MuVz - Soundscapes of Visibility : quand la musique donne à sentir la ville
Et si nous pouvions percevoir notre visibilité dans l’espace public, non pas par la vue, mais par le son ? C’est l’hypothèse posée par Soundscapes of Visibility, un prototype d’application développé dans le cadre d’un workshop au Queen Elizabeth Olympic Park, à Londres. Ce projet expérimental propose de repenser la relation à l’espace urbain par le biais de paysages sonores adaptatifs, construits à partir du degré de visibilité de l’usager dans le tissu bâti.
Loin des logiques classiques de guidage ou d’optimisation de parcours, l’application mise sur une approche sensible de la mobilité, destinée aux coureurs, marcheurs et flâneurs solitaires. L’idée : créer un GPS émotionnel où la musique traduit en temps réel l’exposition du corps dans l’espace.
Rendre audible l’invisible : visibilité et confort spatial
La sécurité perçue en ville est souvent une affaire de ressenti plus que de faits. Être visible depuis les fenêtres d’un immeuble, longer une façade ouverte, marcher sous des regards potentiels : autant d’éléments qui influencent, consciemment ou non, notre expérience de l’espace. Le projet part de ce constat pour proposer une traduction sonore de ces dynamiques, en intégrant une métrique : le score de visibilité d’un point donné.

Les différents besoins et utilisateurs cibles de l'application / Source : VERNAY Eva, LECOINTRE Baptiste, 2025
Techniquement, le parc est modélisé en 3D (bâtiments, arbres), et une grille de points est générée sur les chemins. Pour chaque point, un isovist — c’est-à-dire un champ de vision calculé en 360° — est produit. Plus un point est exposé visuellement aux alentours, plus le son diffusé par l’application sera ample, clair, ou rythmé. À l’inverse, dans les zones peu visibles, la musique devient plus sombre ou enveloppante.

Visualisation de la méthode de calcul du scoring de visibilité par isovist / Source : VERNAY Eva, LECOINTRE Baptiste, 2025
Une interface sensible, entre cartographie, musique et introspection
L’application ne se limite pas à la sonification : elle propose un ensemble de fonctions pensées pour enrichir l’expérience utilisateur.
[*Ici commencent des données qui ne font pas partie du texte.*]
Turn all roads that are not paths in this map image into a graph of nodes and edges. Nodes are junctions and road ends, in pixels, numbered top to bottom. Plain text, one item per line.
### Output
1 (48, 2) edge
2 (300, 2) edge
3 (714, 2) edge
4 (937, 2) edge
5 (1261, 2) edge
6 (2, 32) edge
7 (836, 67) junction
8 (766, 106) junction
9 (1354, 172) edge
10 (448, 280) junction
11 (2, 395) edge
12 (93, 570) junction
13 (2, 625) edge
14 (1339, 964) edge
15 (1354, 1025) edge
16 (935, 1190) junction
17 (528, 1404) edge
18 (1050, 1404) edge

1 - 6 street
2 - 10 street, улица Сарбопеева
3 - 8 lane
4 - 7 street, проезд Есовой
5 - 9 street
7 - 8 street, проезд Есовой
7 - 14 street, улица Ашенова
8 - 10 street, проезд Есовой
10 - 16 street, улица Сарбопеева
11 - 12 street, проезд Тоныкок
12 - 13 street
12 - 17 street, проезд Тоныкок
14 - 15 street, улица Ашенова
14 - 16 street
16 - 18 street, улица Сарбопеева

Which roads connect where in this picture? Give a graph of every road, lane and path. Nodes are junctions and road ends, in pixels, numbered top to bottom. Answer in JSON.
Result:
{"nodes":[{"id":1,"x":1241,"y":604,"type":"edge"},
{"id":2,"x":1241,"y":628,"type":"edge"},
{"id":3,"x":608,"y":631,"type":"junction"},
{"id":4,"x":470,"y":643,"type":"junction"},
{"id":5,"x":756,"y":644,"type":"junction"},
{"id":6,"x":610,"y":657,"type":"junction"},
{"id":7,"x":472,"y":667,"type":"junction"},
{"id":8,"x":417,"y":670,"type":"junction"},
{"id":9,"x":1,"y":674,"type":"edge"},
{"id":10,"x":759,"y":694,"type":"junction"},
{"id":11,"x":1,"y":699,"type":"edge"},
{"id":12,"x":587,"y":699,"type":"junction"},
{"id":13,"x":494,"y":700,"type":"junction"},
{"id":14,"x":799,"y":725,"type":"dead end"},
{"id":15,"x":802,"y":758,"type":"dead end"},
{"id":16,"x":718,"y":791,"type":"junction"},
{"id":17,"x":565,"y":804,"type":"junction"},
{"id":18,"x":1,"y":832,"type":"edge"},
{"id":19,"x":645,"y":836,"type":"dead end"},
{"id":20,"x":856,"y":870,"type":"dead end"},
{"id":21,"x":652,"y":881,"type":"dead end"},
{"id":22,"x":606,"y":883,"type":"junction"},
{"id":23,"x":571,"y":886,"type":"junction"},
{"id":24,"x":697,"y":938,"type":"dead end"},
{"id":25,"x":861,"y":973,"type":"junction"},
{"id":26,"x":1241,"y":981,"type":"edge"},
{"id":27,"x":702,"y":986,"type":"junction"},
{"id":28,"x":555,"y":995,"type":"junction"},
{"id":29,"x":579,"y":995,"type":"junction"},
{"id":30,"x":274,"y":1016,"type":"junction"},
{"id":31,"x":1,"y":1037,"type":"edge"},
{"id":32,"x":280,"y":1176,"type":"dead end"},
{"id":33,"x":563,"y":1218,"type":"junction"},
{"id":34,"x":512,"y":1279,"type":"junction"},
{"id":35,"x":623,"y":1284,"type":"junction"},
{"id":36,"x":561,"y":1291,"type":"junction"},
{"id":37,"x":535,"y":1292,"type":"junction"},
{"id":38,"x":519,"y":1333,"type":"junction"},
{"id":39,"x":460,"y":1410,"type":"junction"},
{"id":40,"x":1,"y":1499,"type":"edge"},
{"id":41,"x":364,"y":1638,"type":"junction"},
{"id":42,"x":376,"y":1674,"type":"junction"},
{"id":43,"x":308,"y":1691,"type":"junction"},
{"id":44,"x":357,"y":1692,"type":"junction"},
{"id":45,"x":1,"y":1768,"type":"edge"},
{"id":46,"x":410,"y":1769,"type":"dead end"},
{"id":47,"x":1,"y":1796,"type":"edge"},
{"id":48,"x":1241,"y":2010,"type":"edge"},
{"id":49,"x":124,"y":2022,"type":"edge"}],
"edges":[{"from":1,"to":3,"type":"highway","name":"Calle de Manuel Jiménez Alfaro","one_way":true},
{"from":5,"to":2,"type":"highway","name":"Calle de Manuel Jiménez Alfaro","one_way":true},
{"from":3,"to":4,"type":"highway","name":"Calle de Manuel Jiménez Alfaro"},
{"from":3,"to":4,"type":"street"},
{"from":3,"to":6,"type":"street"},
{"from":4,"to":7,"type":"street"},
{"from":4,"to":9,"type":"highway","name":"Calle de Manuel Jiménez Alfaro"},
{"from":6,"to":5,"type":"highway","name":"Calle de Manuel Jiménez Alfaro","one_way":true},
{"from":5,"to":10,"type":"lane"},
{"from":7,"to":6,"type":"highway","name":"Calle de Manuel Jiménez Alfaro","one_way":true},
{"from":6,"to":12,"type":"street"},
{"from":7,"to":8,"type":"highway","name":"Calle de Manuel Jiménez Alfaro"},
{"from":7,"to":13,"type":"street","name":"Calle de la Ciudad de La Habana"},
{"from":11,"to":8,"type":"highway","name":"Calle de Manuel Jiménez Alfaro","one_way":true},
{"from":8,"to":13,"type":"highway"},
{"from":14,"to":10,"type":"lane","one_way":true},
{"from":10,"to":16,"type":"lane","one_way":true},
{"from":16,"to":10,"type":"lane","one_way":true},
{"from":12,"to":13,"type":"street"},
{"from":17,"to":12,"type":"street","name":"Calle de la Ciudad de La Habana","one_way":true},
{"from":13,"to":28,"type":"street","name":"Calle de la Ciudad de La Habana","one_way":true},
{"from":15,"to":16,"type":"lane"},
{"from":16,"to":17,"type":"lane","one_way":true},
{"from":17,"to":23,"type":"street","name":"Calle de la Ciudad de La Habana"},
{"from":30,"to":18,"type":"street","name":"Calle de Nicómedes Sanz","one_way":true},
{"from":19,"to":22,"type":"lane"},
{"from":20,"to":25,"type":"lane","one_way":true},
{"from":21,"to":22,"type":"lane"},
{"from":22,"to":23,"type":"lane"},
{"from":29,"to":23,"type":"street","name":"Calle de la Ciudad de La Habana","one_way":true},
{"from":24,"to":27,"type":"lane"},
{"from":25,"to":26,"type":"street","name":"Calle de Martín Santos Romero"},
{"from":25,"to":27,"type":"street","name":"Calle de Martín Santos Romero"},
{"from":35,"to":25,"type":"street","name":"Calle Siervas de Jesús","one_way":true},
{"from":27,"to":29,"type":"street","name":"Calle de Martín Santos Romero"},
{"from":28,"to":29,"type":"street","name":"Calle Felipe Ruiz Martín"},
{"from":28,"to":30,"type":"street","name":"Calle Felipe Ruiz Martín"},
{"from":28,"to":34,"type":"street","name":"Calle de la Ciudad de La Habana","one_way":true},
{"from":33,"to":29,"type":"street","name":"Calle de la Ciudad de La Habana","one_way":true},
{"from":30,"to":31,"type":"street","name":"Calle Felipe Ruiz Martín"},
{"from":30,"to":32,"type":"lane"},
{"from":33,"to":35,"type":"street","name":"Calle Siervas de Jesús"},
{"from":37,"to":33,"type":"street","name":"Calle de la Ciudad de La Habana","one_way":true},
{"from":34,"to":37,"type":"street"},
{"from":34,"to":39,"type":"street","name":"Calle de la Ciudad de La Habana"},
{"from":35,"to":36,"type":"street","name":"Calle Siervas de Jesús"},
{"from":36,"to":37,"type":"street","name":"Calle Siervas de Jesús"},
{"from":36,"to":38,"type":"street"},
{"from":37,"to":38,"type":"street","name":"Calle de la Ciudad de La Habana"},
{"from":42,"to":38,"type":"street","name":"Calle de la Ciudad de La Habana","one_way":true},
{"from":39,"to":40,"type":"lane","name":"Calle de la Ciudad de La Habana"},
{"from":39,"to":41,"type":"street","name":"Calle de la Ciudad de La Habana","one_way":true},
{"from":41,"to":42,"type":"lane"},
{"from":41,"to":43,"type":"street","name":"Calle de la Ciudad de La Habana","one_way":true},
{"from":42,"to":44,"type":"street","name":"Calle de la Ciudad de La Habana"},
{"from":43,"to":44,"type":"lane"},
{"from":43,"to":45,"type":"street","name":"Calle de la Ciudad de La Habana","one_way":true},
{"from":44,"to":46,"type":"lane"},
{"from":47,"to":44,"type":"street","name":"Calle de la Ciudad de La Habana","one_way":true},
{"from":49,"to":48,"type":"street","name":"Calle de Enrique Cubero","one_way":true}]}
On y retrouve :
- un suivi en temps réel de la visibilité,
- une musique ambiante dynamique qui évolue selon la position,
- un test de personnalité basé sur les parcours choisis,
- une restitution visuelle en 3D via la plateforme Cesium.

Méthodologie de simulation 3D et d'incrémentation de la bande-son générée / Source : VERNAY Eva, LECOINTRE Baptiste, 2025
Cette articulation entre visibilité spatiale, ambiance sonore et introspection compose une forme de narration personnelle du déplacement. Ce n’est plus tant une application de navigation qu’un dispositif d’écoute active du contexte.
Un prototype encore limité, mais porteur d’enjeux forts
Le projet reste exploratoire. Il soulève de nombreuses questions techniques (calculs 3D en temps réel, génération musicale dynamique, prise en compte des végétations mouvantes) et culturelles (comment adapter ces ambiances sonores à d’autres contextes urbains, à d’autres sensibilités ?). Mais l’intuition est forte : proposer une autre façon de lire la ville, non pas par ses flux ou ses fonctions, mais par les affects qu’elle produit.
À l’heure où les technologies de mobilité se veulent toujours plus discrètes et performantes, Soundscapes of Visibility propose une forme de friction salutaire : ralentir, écouter, ressentir. Une invitation à expérimenter la ville autrement — moins comme un espace à traverser que comme un milieu à habiter.